**Exercise:**
Look for the string "Oemar" in the listing below and copy every line in which it appears.
==============================
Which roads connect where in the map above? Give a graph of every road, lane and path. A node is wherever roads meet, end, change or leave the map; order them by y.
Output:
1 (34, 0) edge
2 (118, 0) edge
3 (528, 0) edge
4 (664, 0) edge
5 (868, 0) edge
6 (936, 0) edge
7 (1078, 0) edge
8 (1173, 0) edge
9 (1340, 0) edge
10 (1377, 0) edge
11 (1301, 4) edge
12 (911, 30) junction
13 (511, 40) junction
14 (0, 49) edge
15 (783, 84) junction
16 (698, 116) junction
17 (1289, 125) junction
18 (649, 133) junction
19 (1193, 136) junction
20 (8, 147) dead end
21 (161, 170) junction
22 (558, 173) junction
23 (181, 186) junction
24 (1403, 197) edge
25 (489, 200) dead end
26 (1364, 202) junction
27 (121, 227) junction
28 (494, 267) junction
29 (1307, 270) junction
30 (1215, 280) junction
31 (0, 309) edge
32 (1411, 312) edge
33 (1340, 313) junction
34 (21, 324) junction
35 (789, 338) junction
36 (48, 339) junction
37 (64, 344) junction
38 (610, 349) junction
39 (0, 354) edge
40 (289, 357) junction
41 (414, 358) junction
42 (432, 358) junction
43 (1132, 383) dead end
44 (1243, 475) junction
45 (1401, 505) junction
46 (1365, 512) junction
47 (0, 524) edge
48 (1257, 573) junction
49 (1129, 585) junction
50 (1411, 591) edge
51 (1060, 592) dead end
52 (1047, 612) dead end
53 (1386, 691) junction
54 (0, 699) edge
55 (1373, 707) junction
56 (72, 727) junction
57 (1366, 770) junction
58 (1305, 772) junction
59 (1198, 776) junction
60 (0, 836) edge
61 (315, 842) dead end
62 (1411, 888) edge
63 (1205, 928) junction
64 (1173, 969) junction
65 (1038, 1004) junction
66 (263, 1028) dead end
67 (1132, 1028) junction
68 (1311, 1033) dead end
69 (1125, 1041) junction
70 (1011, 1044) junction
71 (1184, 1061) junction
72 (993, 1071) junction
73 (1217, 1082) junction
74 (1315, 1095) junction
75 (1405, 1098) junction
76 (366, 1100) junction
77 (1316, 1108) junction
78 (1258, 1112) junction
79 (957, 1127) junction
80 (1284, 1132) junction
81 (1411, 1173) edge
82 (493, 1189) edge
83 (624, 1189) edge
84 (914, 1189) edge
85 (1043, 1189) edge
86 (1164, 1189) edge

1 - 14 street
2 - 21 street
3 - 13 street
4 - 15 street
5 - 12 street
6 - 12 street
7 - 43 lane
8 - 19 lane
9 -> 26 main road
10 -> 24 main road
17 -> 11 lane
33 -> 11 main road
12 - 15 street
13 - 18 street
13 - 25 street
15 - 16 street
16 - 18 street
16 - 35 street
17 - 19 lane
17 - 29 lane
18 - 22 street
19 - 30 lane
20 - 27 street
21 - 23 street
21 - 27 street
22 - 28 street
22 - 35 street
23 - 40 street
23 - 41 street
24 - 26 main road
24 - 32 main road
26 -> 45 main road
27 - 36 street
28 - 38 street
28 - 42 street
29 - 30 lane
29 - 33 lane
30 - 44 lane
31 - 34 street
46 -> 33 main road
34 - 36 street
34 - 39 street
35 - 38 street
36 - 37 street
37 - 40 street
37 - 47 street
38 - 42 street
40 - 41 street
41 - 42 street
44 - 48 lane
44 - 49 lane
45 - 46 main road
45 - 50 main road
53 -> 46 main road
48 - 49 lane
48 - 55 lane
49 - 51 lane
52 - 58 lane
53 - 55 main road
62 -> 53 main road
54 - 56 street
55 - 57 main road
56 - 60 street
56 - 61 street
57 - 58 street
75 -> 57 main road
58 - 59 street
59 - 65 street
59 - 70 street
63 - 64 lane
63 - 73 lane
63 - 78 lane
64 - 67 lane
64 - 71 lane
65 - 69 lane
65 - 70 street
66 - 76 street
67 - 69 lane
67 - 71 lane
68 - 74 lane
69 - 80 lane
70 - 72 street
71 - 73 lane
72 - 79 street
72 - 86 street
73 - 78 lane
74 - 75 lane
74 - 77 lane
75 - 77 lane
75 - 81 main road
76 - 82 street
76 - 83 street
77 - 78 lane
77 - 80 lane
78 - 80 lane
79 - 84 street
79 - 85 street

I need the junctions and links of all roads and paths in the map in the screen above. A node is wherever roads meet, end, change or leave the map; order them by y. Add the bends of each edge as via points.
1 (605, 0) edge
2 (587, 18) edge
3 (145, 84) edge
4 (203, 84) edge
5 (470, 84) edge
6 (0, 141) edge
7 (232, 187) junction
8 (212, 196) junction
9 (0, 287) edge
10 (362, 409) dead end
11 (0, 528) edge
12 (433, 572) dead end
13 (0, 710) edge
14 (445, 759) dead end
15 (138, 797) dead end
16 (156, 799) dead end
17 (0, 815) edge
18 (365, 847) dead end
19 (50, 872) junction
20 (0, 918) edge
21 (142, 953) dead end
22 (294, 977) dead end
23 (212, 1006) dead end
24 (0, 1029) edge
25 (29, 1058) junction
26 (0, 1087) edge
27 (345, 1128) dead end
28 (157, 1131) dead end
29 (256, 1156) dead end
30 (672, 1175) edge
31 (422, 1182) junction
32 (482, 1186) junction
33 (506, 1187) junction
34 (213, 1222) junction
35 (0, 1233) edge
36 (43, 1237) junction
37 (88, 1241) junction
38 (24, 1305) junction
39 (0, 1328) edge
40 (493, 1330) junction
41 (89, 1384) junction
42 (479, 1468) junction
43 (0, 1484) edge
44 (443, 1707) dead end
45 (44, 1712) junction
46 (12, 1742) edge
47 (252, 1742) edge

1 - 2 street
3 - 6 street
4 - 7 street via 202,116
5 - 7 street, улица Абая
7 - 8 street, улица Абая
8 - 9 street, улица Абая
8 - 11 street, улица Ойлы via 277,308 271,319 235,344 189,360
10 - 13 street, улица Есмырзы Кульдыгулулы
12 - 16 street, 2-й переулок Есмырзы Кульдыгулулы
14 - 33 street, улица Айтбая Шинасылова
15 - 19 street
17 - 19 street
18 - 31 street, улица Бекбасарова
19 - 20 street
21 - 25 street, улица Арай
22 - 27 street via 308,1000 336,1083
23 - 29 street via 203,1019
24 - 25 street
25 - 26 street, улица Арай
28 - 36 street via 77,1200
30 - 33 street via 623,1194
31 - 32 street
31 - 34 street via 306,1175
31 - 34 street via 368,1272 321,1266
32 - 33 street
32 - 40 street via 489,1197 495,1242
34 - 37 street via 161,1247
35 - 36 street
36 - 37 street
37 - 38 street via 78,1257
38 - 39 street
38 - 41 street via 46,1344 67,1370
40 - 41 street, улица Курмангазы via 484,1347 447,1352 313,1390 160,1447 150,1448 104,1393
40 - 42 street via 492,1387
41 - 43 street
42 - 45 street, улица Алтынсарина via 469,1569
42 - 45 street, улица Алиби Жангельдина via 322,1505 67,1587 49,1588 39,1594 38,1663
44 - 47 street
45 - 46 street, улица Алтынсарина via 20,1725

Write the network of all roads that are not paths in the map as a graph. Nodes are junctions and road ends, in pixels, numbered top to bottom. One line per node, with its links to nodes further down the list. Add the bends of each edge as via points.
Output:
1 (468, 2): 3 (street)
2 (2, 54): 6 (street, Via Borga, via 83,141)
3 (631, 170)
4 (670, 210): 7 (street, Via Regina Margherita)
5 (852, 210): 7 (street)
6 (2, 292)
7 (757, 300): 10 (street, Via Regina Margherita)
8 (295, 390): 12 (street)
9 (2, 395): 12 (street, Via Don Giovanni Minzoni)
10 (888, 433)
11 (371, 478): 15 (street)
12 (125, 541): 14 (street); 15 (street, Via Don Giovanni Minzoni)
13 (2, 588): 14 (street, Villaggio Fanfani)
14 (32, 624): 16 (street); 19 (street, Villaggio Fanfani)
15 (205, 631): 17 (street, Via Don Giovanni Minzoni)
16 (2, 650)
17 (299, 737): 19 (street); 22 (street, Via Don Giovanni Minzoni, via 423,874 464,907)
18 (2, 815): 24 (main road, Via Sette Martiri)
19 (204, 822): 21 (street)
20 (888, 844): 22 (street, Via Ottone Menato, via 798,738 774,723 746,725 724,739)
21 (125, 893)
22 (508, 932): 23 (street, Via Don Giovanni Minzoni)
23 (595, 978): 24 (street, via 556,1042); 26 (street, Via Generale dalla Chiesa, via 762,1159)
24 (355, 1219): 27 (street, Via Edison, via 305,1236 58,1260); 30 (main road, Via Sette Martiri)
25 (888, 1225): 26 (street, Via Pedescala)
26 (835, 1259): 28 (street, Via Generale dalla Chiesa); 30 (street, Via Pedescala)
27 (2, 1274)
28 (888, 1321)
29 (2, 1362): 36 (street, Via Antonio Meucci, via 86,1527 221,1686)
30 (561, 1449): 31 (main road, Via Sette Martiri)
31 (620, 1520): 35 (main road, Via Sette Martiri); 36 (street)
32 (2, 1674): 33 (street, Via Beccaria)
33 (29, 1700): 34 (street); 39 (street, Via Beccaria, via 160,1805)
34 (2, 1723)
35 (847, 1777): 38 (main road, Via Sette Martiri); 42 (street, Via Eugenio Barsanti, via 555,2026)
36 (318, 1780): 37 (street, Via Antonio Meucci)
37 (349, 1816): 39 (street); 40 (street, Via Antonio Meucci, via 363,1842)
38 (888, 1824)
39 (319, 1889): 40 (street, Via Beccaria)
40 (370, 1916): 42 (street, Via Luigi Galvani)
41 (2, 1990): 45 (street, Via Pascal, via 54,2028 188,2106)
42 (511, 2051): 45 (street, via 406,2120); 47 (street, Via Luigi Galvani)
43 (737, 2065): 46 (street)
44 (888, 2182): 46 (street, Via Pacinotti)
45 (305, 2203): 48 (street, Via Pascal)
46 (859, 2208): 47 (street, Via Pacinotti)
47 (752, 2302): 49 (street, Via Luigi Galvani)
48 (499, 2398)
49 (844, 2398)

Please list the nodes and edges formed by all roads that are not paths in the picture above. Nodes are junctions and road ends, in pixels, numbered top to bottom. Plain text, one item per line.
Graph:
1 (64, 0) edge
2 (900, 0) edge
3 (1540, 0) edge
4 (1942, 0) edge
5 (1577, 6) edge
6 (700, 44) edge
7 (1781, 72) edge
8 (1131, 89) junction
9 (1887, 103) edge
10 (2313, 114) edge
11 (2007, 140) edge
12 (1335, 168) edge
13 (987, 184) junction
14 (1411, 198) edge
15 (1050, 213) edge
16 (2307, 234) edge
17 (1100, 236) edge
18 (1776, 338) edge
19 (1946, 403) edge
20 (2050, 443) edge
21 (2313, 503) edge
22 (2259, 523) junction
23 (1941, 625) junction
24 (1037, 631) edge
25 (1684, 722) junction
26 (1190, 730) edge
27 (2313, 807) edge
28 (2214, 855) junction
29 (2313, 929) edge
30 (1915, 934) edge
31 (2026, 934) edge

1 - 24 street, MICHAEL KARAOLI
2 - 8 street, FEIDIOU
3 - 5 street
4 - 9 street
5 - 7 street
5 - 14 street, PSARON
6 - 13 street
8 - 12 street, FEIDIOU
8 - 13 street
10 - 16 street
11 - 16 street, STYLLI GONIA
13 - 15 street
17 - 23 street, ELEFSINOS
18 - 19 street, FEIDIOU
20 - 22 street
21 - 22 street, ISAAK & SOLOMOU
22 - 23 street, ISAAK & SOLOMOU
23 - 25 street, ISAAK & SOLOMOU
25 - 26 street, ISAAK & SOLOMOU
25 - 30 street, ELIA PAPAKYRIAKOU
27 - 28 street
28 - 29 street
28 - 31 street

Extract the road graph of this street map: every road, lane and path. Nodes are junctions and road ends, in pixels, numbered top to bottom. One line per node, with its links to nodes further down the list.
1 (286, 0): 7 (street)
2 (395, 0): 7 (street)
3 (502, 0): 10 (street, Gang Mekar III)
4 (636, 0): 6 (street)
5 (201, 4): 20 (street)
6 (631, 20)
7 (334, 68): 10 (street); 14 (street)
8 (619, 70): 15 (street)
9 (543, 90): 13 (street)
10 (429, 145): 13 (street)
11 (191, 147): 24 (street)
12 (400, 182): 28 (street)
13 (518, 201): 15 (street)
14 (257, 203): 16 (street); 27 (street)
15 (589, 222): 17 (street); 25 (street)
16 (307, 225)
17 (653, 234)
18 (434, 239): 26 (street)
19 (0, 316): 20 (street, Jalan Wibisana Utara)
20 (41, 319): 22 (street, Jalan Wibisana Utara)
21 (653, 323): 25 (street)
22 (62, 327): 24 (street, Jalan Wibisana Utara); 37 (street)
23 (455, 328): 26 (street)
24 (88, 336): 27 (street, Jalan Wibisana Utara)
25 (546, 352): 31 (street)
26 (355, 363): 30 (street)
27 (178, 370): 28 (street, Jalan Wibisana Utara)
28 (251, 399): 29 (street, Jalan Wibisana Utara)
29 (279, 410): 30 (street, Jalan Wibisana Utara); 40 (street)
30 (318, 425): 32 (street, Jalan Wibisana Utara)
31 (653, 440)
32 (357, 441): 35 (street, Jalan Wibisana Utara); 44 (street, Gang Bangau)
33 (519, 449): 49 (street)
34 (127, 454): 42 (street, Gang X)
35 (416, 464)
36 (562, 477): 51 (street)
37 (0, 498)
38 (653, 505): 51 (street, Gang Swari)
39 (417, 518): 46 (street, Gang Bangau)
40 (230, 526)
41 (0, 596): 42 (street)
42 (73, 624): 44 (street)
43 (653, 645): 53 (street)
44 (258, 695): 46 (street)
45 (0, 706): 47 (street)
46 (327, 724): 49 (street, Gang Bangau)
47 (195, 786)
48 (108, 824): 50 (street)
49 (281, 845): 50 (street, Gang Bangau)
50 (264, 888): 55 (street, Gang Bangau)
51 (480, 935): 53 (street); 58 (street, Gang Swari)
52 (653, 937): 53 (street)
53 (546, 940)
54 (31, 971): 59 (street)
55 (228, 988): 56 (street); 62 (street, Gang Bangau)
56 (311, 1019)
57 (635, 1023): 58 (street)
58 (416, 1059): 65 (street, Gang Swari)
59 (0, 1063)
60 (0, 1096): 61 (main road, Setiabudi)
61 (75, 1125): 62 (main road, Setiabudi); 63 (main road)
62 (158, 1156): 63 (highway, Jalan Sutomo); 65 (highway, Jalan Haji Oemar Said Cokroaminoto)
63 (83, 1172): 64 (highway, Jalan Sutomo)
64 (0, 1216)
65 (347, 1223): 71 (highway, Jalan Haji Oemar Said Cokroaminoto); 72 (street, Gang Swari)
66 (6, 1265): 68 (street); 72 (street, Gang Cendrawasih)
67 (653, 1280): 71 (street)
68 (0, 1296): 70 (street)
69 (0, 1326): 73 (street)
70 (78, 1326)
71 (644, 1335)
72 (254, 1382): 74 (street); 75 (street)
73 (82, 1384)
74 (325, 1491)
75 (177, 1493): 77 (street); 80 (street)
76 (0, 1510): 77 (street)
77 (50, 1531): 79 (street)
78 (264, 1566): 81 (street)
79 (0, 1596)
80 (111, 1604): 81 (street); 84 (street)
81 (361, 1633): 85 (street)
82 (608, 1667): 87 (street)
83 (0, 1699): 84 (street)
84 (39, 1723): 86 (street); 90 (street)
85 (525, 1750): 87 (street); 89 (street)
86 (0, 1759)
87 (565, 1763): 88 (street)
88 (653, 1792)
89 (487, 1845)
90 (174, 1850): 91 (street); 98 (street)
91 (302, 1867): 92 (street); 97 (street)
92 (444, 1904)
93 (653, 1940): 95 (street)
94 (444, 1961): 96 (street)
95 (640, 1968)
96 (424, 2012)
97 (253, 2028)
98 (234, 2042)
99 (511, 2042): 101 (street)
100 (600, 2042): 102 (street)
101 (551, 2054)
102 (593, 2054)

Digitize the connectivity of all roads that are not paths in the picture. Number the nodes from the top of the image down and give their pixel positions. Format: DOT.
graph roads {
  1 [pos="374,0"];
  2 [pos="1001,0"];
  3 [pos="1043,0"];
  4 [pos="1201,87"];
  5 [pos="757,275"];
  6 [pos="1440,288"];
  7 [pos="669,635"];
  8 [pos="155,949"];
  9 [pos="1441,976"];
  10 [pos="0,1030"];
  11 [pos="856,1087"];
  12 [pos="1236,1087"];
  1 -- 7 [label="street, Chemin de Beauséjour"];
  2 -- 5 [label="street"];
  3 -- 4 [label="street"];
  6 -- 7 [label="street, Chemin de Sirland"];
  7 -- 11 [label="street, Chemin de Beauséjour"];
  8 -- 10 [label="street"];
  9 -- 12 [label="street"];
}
==============================
**Response below:**
62 (158, 1156): 63 (highway, Jalan Sutomo); 65 (highway, Jalan Haji Oemar Said Cokroaminoto)
65 (347, 1223): 71 (highway, Jalan Haji Oemar Said Cokroaminoto); 72 (street, Gang Swari)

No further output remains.